TACE has been reported to be associated with more serious AEs than HAIC in HCC.4,31 In a previous systematic review, elevated ALT or AST levels were the most common AEs associated with combination therapy in the form of interventional therapy and TKIs plus anti-PD-1 antibodies.22 This result, as well as hyperbilirubinemia and hypoalbuminemia, was also observed in our study. Patients in the TACE-TP group had worse liver function than those in the HAIC-TP group after combination therapy. This indicates that liver function should be a selection criterion for patients who plan to receive combination therapy, especially for those who are treated with TACE-based combination therapy. Because of the continuous infusion of chemotherapeutic agents, patients in the HAIC-TP group had significantly higher frequencies of nausea, vomiting, diarrhea, and abdominal pain. Thus, it may be appropriate to administer antiemetic agents before the infusion of chemotherapeutic agents and also to use painkillers and reduce the oxaliplatin dose when patients experience abdominal pain. Moreover, owing to embolization with iodized oil in the TACE procedure, more patients in the TACE-TP group experienced fever. Notably, the above-mentioned treatment-related AEs were acceptable and manageable by means of treatment interruption or dose modification.

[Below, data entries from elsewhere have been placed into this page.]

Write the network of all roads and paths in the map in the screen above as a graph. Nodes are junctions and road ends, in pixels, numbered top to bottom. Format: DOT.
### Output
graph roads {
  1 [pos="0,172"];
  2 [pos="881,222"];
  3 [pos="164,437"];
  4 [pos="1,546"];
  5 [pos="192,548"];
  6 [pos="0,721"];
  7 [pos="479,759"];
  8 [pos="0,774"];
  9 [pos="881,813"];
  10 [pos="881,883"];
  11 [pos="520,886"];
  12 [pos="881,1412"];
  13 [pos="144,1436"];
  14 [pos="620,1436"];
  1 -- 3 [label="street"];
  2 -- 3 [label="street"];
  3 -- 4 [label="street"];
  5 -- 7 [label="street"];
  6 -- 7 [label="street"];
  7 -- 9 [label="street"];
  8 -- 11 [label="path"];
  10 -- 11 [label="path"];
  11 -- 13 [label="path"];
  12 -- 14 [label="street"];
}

This study had several limitations. First, the retrospective design of the study makes it prone to various biases. Despite the insignificant differences in the baseline characteristics after PSM, other unrecognized confounders may still exist. Second, the patients were treated with various TKIs and anti-PD-1 antibodies, and it was difficult to compare their therapeutic efficacy and AEs in patients receiving combination therapy based on the same TKIs and anti-PD-1 antibodies. Finally, the follow-up time was relatively short and an insufficient number of OS events were observed. Considering these limitations, more multicenter and large-scale clinical trials are needed to explore the role of a combination of TKIs and anti-PD-1 antibodies with HAIC or TACE in HCC treatment.

Conclusion

In summary, our retrospective study showed that, for patients with HCC, the combination of HAIC with TKIs and anti-PD-1 antibodies was an effective and safe therapeutic regimen, with better treatment responses, better survival outcomes, and acceptable AEs compared to TACE-based combination therapy. In addition to treatment type, AFP level, ALBI grade, PVTT, and extrahepatic metastases were the most significant predictors associated with the prognosis of patients with HCC. Further studies are needed to verify the conclusions.

Data Sharing Statement

Data from the current study are available from the corresponding author upon reasonable request.

Ethical Approval

This study was conducted in accordance with the Declaration of Helsinki and approved by the Institutional Review Board of the Fudan University Shanghai Cancer Center.

Informed Consent

Written informed consent was obtained from all patients before they were included in the study.

Funding

This work was jointly supported by the National Natural Science Foundation of China (81874182), National Science and Technology Major Project (2018ZX10723204-007-004), Shanghai Municipal Health Bureau (201940043), and the Shanghai Hospital Development Center (SHDC12019X19).

Disclosure

The authors have no conflicts of interest to declare.